Faculty of Accounting and Financial Sciences of Petroleum University of Technology, National Iranian Oil Company is the oldest center of higher education in accounting in Iran. The Faculty was established in 1958, seven years after the nationalization of the oil industry, by the scholars such Prof. Hassan Sajjadi Nejad and Dr. Esmail Erfani with the support of Abdullah Entezam, then CEO of National Iranian Oil Company. The school started with 61 students from the Higher Institute of Accounting and Compliance with National Iranian Oil Company personnel launches.

== History ==

- Founded in 1958, seven years after the nationalization of the oil industry, by the scholars such Prof. Hassan Sadjadi Nejad, the father of accounting in Iran and Dr. Esmail Erfani with the support of Abdullah Entezam, then CEO of National Iranian Oil Company, by the name of "the Higher School of Accounting".

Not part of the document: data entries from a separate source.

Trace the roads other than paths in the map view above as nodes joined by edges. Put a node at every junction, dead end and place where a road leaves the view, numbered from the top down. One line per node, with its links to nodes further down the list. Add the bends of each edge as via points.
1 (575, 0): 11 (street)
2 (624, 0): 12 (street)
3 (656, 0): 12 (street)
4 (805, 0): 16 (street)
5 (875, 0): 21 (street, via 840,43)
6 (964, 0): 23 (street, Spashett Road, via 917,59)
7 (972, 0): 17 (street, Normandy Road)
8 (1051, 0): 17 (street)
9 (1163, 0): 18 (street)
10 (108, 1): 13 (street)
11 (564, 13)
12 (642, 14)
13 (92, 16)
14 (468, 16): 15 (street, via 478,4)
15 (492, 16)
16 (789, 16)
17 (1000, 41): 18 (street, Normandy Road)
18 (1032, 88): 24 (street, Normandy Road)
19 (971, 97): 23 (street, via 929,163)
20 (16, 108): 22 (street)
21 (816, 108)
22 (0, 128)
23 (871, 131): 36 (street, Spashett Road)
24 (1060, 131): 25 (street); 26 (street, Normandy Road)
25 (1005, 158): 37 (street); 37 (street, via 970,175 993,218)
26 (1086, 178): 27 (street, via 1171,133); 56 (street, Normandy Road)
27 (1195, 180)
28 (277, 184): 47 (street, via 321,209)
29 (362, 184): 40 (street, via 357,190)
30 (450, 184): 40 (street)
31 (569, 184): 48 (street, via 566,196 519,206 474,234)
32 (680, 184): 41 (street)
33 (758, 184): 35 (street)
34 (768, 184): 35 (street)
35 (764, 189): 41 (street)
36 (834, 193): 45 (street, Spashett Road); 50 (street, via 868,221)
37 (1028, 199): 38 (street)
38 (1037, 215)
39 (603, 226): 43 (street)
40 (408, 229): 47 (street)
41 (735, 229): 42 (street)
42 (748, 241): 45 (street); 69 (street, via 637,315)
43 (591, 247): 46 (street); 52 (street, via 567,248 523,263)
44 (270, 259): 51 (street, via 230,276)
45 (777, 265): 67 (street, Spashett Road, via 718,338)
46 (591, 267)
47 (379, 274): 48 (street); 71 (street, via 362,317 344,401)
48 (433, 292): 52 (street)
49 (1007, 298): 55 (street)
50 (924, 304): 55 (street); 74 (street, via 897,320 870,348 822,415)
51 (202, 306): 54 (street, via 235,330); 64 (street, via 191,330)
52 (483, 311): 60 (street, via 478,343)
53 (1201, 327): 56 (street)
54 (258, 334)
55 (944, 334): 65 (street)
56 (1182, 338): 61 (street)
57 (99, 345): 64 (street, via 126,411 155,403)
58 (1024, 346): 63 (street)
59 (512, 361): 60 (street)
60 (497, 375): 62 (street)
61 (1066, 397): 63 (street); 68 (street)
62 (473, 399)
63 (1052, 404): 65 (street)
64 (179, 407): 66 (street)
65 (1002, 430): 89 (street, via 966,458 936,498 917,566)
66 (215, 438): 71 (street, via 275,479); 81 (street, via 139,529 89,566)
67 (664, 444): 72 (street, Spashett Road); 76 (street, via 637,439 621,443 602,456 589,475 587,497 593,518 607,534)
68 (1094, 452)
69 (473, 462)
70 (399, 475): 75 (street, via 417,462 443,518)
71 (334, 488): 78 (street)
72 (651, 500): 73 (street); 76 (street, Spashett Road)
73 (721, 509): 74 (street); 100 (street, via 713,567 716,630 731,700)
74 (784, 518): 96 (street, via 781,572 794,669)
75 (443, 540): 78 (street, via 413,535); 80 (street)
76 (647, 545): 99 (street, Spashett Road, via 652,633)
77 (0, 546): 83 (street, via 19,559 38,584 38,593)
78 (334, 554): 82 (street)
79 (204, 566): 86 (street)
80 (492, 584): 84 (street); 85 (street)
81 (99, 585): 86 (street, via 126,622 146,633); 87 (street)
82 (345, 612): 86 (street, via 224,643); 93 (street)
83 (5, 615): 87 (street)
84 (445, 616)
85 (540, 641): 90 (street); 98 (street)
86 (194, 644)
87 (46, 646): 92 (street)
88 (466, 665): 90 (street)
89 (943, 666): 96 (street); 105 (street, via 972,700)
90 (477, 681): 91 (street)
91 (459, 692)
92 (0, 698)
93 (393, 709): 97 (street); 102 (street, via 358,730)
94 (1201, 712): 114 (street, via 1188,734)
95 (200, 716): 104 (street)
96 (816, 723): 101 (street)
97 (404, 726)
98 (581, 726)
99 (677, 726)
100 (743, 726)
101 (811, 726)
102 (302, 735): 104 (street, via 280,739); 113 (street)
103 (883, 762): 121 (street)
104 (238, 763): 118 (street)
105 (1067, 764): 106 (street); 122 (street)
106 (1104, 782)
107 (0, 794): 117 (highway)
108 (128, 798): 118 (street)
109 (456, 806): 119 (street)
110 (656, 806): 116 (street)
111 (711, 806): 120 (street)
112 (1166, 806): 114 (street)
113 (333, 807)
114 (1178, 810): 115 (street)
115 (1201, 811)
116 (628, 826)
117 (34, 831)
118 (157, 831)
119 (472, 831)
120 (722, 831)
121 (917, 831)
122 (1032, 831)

- In 1962, the students of the first class of Accounting were graduated.
- In 1972 the Higher School of Accounting renamed to "School of Accounting and Financial Sciences of National Iranian Oil Company".
- After the Iranian Revolution of 1979, merged with the Allameh Tabatabai University, but in 1988 started its career under the name of "School of Accounting and Financial Sciences of the National Iranian Oil Company".
- In 1989 the School of Accounting and Finance merged with the Petroleum University of Technology and now is known as the Tehran Faculty of Accounting, Economics, and Management (N.I.O.C. school of Accounting and Finance).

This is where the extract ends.